Re: [RFC PATCH v2] docs-rst: automatically convert Graphviz and SVG images

Mauro Carvalho Chehab <mchehab@xxxxxxxxxxxxxxxx> · Mon, 28 Nov 2016 07:44:46 -0200

Em Mon, 28 Nov 2016 09:22:31 +0100
Markus Heiser <markus.heiser@xxxxxxxxxxx> escreveu:

> Hi Jon,
> 
> you forgot to reply ML (and other CC) ... so I will do it here.
> 
> Am 27.11.2016 um 18:54 schrieb Jonathan Corbet <corbet@xxxxxxx>:
> 
> > On Sun, 27 Nov 2016 16:25:43 +0100
> > Markus Heiser <markus.heiser@xxxxxxxxxxx> wrote:
> >   
> >> Replacement for the sphinx ``figure`` and ``images`` directive.
> >> 
> >> A image (or figure) directive which make use of the *glob* notation::
> >> 
> >>  .. figure::  hello.*
> >> 
> >> will be converted automatically with the tool chains listed below.:
> >> 
> >> * DOT to SVG: ``DOT(1)`` (http://www.graphviz.org) If graphviz is not
> >>  available, the DOT language is inserted as literal-include.
> >> 
> >> * SVG to PDF:
> >> 
> >>  * CairoSVG (http://cairosvg.org) if installed or alternatively
> >>  * ``convert(1)``: ImageMagick (https://www.imagemagick.org)
> >> 
> >> Signed-off-by: Markus Heiser <markus.heiser@xxxxxxxxxxx>  
> > 
> > So I think this is headed in the right direction.  I have a few thoughts,
> > though...
> > 
> > - Should we really replace the existing sphinx directives, or make a new
> >  one?  I'd be inclined toward the latter just to minimize the potential
> >  for confusion.  
> 
> Since this is for "figure" AND "image" (inline) I thought it is
> better to replace. But I'am open to change this .. concrete ideas?

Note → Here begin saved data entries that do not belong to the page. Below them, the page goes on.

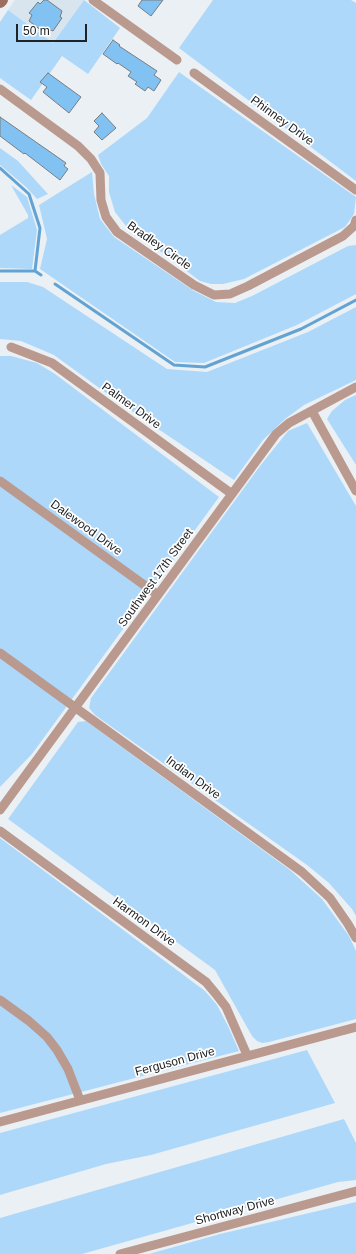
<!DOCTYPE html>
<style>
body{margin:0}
#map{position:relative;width:356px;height:1254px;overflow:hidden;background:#eaf0f4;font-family:Helvetica,sans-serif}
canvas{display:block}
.scale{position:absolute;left:16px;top:24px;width:71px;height:18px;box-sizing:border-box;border:2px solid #202223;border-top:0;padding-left:5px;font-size:12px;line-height:14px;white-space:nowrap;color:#202223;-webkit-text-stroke:3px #fff;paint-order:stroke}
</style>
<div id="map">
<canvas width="356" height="1254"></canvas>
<div class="scale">50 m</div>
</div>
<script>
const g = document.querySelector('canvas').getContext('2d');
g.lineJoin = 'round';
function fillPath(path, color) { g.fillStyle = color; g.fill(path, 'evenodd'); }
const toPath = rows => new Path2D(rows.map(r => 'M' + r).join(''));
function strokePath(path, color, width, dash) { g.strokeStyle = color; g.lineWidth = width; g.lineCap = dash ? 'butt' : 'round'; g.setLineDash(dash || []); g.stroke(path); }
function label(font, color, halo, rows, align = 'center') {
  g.font = font + ' Helvetica,sans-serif'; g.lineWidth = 3.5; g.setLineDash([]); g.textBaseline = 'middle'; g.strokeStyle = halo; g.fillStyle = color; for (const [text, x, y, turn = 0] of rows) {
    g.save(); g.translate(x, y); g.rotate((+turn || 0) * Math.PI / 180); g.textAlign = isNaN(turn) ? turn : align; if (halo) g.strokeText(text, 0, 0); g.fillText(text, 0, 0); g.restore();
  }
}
const built = toPath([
 [15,0,84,0,53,43,8,10]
]);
const green = toPath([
 [84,0,120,28,88,74,62,56,31,100,0,78,0,22,8,10,53,43],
 [213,0,351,0,356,3,356,181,179,48],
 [179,72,356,197,354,214,345,227,244,279,223,284,211,284,200,281,126,226,115,212,109,192,109,176,101,164,98,155,147,118],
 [0,148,18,161,48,194,37,199,26,187,0,165],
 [92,172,94,194,100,219,114,237,194,291,216,302,235,303,252,296,348,246,356,245,356,294,297,325,204,363,175,362,40,269,47,239,39,205],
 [11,185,27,197,37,230,32,269,0,268,0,235,28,218,28,215],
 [0,282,27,282,43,287,167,369,207,372,308,332,356,307,356,380,304,405,285,419,263,440,234,480,124,406,54,355,21,341,0,339],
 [0,356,11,356,37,363,55,374,219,497,32,754,0,787],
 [356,395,356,465,327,419,332,411,345,400],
 [307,423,356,506,356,916,352,909,329,883,307,865,95,715,89,708,91,698,260,466,288,431],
 [86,721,290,870,322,899,349,936,356,951,356,1019,269,1042,262,1043,257,1041,252,1036,215,970,8,819,78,722],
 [0,838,205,991,217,1005,228,1026,239,1051,0,1113],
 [307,1050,335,1103,151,1155,106,1164,0,1195,0,1133],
 [344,1119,356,1143,356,1180,338,1182,82,1254,0,1254,0,1218],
 [356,1202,356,1254,149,1254,220,1234]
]);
const stream = toPath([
 [0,168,29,194,40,228,35,271],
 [0,271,35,271,41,275],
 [55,284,174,365,205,367,301,329,356,300]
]);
const building = toPath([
 [44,0,47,0,62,11,60,17,62,18,53,31,51,30,46,34,29,21,32,15,29,13,38,2,40,4,44,0],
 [142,0,163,0,151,16,138,6,142,0],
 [113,40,120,45,119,46,157,71,154,75,161,80,154,91,148,87,145,91,135,84,137,82,128,76,131,72,118,63,117,64,103,54,113,40],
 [48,73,81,97,69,113,43,92,47,87,40,82,48,73],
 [102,113,116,128,102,140,94,132,99,126,94,121,102,113],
 [0,117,66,163,64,166,68,169,60,180,25,153,24,154,0,136,0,117]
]);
const street = toPath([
 [93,0,177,60],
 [194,73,356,190],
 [0,89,78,146,91,159,100,173,101,200,106,217,117,232,194,285,214,295,230,294,248,286,343,236,354,226,356,220],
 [11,347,52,363,232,494],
 [312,411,356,491],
 [0,481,158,595],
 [0,653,302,872,330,898,348,924,356,938],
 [0,810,276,434,289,423,356,387],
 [0,831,206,982,216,994,226,1007,247,1055],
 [0,1000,29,1021,47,1037,57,1050,68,1069,80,1100],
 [0,1122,356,1027],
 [120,1254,356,1191]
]);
const secondary = toPath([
 [0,2,2,0]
]);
const streetNames = [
 ["Phinney Drive",282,121,36],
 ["Bradley Circle",159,246,35],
 ["Palmer Drive",131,406,36],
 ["Dalewood Drive",86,528,36],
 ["Southwest 17th Street",156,578,-54],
 ["Indian Drive",193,778,36],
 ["Harmon Drive",144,922,36],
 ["Ferguson Drive",175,1062,-15],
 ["Shortway Drive",235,1211,-15]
];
fillPath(built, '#d8e4ee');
fillPath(green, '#aed8fa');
strokePath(stream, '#63a3d3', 3);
fillPath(building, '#81c2f3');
strokePath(building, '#787d81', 1);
strokePath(street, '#ba998e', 9);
strokePath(secondary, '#9e6f5f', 12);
label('12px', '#202223', '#fff', streetNames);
</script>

I agree. IMHO, the best is to keep the existing tags, as it makes
easy for people that read the ReST documentation. Of couse, in
this case, it should keep supporting all options that exist
for figure and image tags.

IMHO, it could also be interesting to have a way to do inline
includes for graphviz (just like the existing graphviz extension),
although I don't have any use case.

> > - We don't want to do the conversion unconditionally, right?  SVG works
> >  just fine for HTML output, we just need to do it for latex, as I
> >  understand it.  
> 
> Yes, you are right. But Sphinx (docutils) is split into a reader and
> a writer part. For more details see "Build Phases" in the Sphinx
> extension tutorial:
> 
>   http://www.sphinx-doc.org/en/1.4.9/extdev/tutorial.html#build-phases
> 
> This patch applies to the reading-phase, where it is not clear if you
> build HTML or LaTeX output. Think about the environment with the parsed
> doctrees, which is build up in this phase and (re-)used for any output.

Isn't there any variable visible by a reader extension or by conf.py
telling the type of output or getting the command line used when
sphinx-build is called?

IMHO, if we have a way to know that, instead of calling dot to first
generate SVG and then calling convert/cairoSVG to convert it to PDF,
it could, instead, use dot directly to convert to PDF.

> When it comes to phase 4 (Writing) the "writer" (latex2e, html, etc) 
> decide which formats of images will be the best, for this the writer
> looks at the reST-source folder which formats available.
> 
> OK, by this explanation, you see, we have to convert in the writer
> phase, but this will bring some other drawbacks. E.g. we have 
> to touch all writers (html, latex2e etc.), this means we have to write
> our own builders for for each output format. If we wan't to be academic
> this might be the best solution, but IMO maintaining own builder
> is not what we want, so I choose the more *pragmatic* solution,
> creating all potential formats in he reading phase  ...  any ideas ?
> 
> 
> > - I don't get the ".*" syntax.  Why not just list the source file by its
> >  actual name, then do the magic to use the converted version (if needed)
> >  behind the scenes?  
> 
> My thought was: 
> 
>   with ".*" the author marks this image for 'auto-conversion'.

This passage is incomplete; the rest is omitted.